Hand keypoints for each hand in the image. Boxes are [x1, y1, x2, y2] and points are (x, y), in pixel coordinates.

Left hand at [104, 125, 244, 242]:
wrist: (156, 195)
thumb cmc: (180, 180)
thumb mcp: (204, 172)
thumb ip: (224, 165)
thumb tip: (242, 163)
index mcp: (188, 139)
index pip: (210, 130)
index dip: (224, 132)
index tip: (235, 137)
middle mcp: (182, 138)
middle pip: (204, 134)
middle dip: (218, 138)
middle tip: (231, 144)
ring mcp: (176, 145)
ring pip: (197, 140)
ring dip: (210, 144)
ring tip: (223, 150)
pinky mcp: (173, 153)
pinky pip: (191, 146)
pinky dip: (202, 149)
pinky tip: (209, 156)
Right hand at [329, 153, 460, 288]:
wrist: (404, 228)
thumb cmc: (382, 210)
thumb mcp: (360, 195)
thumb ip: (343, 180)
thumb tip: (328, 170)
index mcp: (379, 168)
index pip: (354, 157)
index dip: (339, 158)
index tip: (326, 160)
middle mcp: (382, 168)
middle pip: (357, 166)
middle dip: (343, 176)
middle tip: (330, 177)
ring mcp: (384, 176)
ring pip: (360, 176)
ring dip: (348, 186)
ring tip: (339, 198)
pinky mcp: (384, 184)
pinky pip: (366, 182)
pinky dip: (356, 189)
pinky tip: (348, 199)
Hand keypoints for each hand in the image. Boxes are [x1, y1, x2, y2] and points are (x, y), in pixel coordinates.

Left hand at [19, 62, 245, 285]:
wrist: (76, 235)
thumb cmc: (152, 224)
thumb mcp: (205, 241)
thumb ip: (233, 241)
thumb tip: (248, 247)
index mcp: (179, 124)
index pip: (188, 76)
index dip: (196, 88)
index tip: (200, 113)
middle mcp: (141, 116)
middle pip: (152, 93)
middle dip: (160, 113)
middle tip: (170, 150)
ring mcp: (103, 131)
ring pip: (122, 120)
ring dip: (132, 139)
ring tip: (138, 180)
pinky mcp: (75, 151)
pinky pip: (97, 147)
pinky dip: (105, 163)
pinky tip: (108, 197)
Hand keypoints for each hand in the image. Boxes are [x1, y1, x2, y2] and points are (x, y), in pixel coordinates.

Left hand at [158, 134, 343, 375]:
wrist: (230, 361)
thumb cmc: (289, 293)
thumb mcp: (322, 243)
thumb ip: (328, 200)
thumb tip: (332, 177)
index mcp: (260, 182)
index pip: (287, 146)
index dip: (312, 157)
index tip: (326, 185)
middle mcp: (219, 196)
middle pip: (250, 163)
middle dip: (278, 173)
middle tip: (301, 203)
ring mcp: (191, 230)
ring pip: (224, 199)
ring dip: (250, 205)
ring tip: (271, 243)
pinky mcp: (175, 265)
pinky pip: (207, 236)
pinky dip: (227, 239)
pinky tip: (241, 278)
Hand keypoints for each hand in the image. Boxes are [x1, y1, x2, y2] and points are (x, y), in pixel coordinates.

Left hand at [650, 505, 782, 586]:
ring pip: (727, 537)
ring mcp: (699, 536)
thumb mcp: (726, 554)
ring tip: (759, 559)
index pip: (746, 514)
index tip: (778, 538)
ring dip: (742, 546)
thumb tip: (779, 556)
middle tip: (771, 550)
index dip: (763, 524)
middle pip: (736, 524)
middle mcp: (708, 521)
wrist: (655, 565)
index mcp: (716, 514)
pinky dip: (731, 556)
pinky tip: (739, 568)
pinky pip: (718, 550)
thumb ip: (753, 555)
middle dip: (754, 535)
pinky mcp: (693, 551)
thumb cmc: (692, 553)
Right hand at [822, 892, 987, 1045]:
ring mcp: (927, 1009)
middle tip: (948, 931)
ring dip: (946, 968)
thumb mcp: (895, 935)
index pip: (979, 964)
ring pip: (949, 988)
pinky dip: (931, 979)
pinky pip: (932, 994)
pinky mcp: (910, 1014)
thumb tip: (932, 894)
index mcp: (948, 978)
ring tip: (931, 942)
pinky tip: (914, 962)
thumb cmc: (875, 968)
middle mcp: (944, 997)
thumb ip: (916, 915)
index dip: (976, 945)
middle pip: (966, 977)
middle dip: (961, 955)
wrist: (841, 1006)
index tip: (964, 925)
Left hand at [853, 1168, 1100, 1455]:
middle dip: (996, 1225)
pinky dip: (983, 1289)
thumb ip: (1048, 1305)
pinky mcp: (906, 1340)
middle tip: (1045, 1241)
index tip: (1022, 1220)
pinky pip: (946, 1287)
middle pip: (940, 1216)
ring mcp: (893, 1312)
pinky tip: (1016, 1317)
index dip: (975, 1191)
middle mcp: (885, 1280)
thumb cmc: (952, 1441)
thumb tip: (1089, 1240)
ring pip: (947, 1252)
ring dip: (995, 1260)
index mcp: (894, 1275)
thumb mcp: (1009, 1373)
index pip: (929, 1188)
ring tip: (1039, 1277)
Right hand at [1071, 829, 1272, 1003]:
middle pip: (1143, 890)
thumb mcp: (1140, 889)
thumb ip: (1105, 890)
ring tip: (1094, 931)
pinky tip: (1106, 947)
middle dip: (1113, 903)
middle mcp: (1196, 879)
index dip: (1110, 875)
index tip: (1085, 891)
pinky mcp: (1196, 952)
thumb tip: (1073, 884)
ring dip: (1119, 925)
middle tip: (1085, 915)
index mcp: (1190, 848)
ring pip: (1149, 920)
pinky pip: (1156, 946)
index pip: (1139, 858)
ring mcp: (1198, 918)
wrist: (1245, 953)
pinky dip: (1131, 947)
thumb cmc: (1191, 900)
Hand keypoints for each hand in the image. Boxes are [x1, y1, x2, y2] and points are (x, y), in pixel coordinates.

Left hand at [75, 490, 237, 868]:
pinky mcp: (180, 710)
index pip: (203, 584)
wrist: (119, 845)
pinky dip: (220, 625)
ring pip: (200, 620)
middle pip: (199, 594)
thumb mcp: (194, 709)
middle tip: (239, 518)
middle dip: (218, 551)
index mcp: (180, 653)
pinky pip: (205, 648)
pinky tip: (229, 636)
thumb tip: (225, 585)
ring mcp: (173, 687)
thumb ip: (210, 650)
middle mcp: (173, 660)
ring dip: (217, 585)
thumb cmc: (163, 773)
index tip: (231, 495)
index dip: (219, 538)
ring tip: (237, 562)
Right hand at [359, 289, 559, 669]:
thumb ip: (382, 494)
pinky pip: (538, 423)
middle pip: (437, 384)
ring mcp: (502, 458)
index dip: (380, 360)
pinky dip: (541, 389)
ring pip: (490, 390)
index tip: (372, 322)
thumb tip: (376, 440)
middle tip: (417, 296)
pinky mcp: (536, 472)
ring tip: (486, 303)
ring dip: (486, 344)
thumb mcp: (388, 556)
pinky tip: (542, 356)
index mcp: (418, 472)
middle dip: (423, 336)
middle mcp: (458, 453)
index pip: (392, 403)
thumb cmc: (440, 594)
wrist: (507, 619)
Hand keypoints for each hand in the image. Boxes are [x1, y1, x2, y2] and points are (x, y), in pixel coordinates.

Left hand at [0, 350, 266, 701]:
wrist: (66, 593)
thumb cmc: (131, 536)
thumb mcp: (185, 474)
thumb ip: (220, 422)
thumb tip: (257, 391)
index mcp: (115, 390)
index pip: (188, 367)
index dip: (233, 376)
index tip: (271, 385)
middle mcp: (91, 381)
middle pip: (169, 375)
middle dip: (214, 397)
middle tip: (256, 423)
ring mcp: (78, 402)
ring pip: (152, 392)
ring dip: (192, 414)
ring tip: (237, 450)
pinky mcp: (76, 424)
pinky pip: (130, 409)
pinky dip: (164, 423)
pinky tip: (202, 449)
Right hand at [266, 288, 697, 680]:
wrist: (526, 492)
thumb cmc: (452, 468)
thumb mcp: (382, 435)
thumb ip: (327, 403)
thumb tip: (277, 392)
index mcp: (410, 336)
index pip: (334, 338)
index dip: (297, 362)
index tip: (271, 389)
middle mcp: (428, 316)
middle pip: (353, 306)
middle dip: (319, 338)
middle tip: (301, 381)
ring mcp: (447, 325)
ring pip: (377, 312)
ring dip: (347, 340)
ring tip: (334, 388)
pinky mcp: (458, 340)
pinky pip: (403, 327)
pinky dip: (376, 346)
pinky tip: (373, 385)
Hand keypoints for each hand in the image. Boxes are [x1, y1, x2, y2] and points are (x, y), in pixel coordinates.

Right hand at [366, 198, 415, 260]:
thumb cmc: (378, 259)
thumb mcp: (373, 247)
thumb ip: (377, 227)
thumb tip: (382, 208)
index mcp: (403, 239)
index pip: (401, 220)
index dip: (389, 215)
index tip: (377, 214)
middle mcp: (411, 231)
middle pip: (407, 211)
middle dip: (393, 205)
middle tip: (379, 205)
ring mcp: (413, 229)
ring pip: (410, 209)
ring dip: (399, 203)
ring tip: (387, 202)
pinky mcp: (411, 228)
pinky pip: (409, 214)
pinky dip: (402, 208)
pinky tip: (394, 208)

____________

* [WORK REQUIRED] Only the lines above from the line with "thumb tip: (242, 163)" to the line with "wrist: (404, 228)", those two lines included, should be reproduced exactly.

* [EXERCISE ANSWER]
thumb tip: (242, 163)
index mcp: (188, 139)
index pip: (210, 130)
index dip: (224, 132)
index tip: (235, 137)
middle mcp: (182, 138)
middle pip: (204, 134)
middle dip: (218, 138)
middle tip: (231, 144)
ring mcp: (176, 145)
ring pip: (197, 140)
ring dip: (210, 144)
ring tip: (223, 150)
pinky mcp: (173, 153)
pinky pip: (191, 146)
pinky dip: (202, 149)
pinky tip: (209, 156)
Right hand at [329, 153, 460, 288]:
wrist: (404, 228)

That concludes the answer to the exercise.